Al día siguiente de estas visitas, el diplomático británico recibió una invitación del arzobispo Casaus y Torres para hospedarse en el palacio arzobispal, que todavía existe adosado a un costado de la catedral metropolitana y que da testimonio aún de su belleza y comodidad. Llama la atención que Thompson declina la oferta de residir allí, no obstante que habrá sido uno de los edificios más cómodos de toda la capital. Tal vez la compañía y el ambiente religioso no fuera lo que el viajero ambicionaba para su viaje y por lo tanto rechazó amablemente la invitación. No obstante, se decidió a visitar al arzobispo para agradecerle personalmente la muestra de amabilidad, lo que fue aprovechado por el religioso para mostrarle la comodidad de los aposentos del palacio: «Los recorrí con él. Eran hermosos y cómodos; pero yo creí deber rehusar otra vez su amable ofrecimiento.
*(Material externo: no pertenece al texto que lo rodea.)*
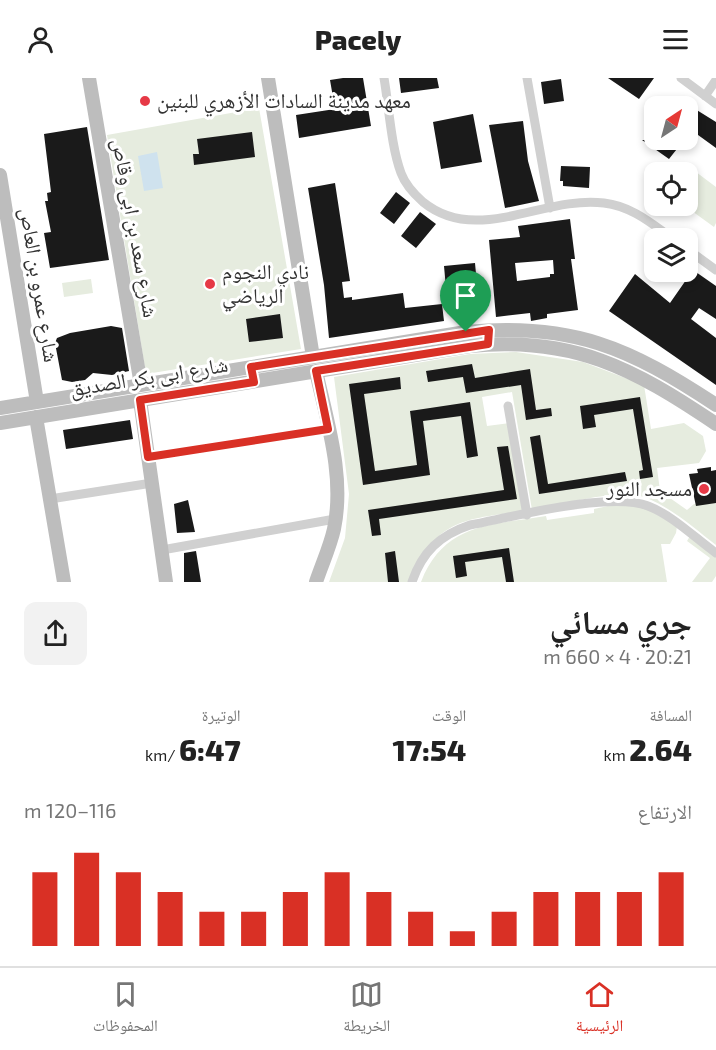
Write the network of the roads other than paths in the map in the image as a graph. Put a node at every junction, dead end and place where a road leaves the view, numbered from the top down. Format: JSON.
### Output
{"nodes":[{"id":1,"x":88,"y":78,"type":"edge"},
{"id":2,"x":268,"y":78,"type":"edge"},
{"id":3,"x":384,"y":78,"type":"edge"},
{"id":4,"x":527,"y":78,"type":"edge"},
{"id":5,"x":681,"y":78,"type":"edge"},
{"id":6,"x":716,"y":80,"type":"edge"},
{"id":7,"x":705,"y":96,"type":"junction"},
{"id":8,"x":716,"y":104,"type":"edge"},
{"id":9,"x":0,"y":175,"type":"edge"},
{"id":10,"x":550,"y":208,"type":"junction"},
{"id":11,"x":658,"y":228,"type":"edge"},
{"id":12,"x":698,"y":257,"type":"edge"},
{"id":13,"x":716,"y":270,"type":"edge"},
{"id":14,"x":489,"y":330,"type":"junction"},
{"id":15,"x":488,"y":344,"type":"junction"},
{"id":16,"x":313,"y":357,"type":"junction"},
{"id":17,"x":251,"y":367,"type":"junction"},
{"id":18,"x":316,"y":371,"type":"junction"},
{"id":19,"x":681,"y":381,"type":"junction"},
{"id":20,"x":254,"y":382,"type":"junction"},
{"id":21,"x":141,"y":385,"type":"junction"},
{"id":22,"x":672,"y":395,"type":"junction"},
{"id":23,"x":140,"y":400,"type":"junction"},
{"id":24,"x":37,"y":402,"type":"junction"},
{"id":25,"x":716,"y":405,"type":"edge"},
{"id":26,"x":508,"y":406,"type":"dead end"},
{"id":27,"x":0,"y":408,"type":"edge"},
{"id":28,"x":36,"y":417,"type":"junction"},
{"id":29,"x":0,"y":423,"type":"edge"},
{"id":30,"x":716,"y":424,"type":"edge"},
{"id":31,"x":328,"y":429,"type":"junction"},
{"id":32,"x":148,"y":457,"type":"junction"},
{"id":33,"x":152,"y":483,"type":"junction"},
{"id":34,"x":50,"y":499,"type":"junction"},
{"id":35,"x":526,"y":514,"type":"junction"},
{"id":36,"x":335,"y":519,"type":"junction"},
{"id":37,"x":162,"y":550,"type":"junction"},
{"id":38,"x":716,"y":553,"type":"edge"},
{"id":39,"x":64,"y":582,"type":"edge"},
{"id":40,"x":166,"y":582,"type":"edge"},
{"id":41,"x":316,"y":582,"type":"edge"},
{"id":42,"x":412,"y":582,"type":"edge"}],
"edges":[{"from":1,"to":21,"type":"main road","name":"شارع سعد بن ابى وقاص"},
{"from":2,"to":16,"type":"main road"},
{"from":3,"to":10,"type":"street"},
{"from":4,"to":10,"type":"street"},
{"from":5,"to":7,"type":"street"},
{"from":6,"to":7,"type":"street"},
{"from":7,"to":8,"type":"street"},
{"from":9,"to":24,"type":"main road","name":"شارع عمرو بن العاص"},
{"from":10,"to":11,"type":"street"},
{"from":12,"to":13,"type":"street"},
{"from":14,"to":15,"type":"main road"},
{"from":14,"to":16,"type":"main road","name":"شارع ابى بكر الصديق"},
{"from":14,"to":19,"type":"main road","name":"شارع ابى بكر الصديق"},
{"from":15,"to":18,"type":"main road","name":"شارع ابى بكر الصديق"},
{"from":15,"to":22,"type":"main road","name":"شارع ابى بكر الصديق"},
{"from":16,"to":17,"type":"main road","name":"شارع ابى بكر الصديق"},
{"from":17,"to":20,"type":"main road"},
{"from":17,"to":21,"type":"main road","name":"شارع ابى بكر الصديق"},
{"from":18,"to":20,"type":"main road","name":"شارع ابى بكر الصديق"},
{"from":18,"to":31,"type":"main road"},
{"from":19,"to":22,"type":"main road"},
{"from":19,"to":25,"type":"main road","name":"شارع ابى بكر الصديق"},
{"from":20,"to":23,"type":"main road","name":"شارع ابى بكر الصديق"},
{"from":21,"to":24,"type":"main road","name":"شارع ابى بكر الصديق"},
{"from":22,"to":30,"type":"main road","name":"شارع ابى بكر الصديق"},
{"from":23,"to":28,"type":"main road","name":"شارع ابى بكر الصديق"},
{"from":23,"to":32,"type":"main road"},
{"from":24,"to":27,"type":"main road","name":"شارع ابى بكر الصديق"},
{"from":26,"to":35,"type":"street"},
{"from":28,"to":29,"type":"main road","name":"شارع ابى بكر الصديق"},
{"from":28,"to":34,"type":"main road"},
{"from":31,"to":32,"type":"street"},
{"from":31,"to":36,"type":"main road"},
{"from":32,"to":33,"type":"main road"},
{"from":33,"to":34,"type":"street"},
{"from":33,"to":37,"type":"main road"},
{"from":34,"to":39,"type":"main road"},
{"from":35,"to":38,"type":"street"},
{"from":35,"to":42,"type":"street"},
{"from":36,"to":37,"type":"street"},
{"from":36,"to":41,"type":"main road"},
{"from":37,"to":40,"type":"main road"}]}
Sin embargo, para decir verdad, me fue muy difícil…».

Como no todo en la vida es trabajo, y Thompson lo sabía muy bien, decidió aceptar la invitación de la señora Vicenta Cuéllar y Rascón, quien lo hospedaba en su casa, presumiblemente para abundar sus ingresos. La invitación consistía en acompañarla a ella y a su hija, María Jesús, a un viaje hacia el lago de Amatitlán, destino que era común de los habitantes de la capital por su clima un poco más seco y cálido que el que domina al valle. Al final se les sumó otro huésped, oriundo de Ahuachapán, Estado de San Salvador, don José de Padilla. Todos se prepararon para el viaje: la hija montó una mula, el testigo un caballo, pero doña Vicenta fue llevada «en una hamaca colgada de una fuerte vara sostenida por cuatro indios, yendo otros cuatro para remudarlos. En otro vehículo igual iba D. José de Padilla. Luego venían tres o cuatro criados, montados en jacas o en mulas, y algunas acémilas con camas, utensilios de cocina, baúles, comestibles y otros requisitos…». Partieron pues, en compañía de otros grupos similares, hacia el sur, haciendo una primera escala en un pequeño poblado, llamado Villa Nueva, donde hicieron alto para descansar.

1 Para ubicar fácilmente al lector sobre las antiguas ubicaciones, interrumpiremos el viaje al pasado para darle las referencias actuales y que le sea más comprensible el paisaje, pese a los cambios que se hayan sucedido en el tiempo.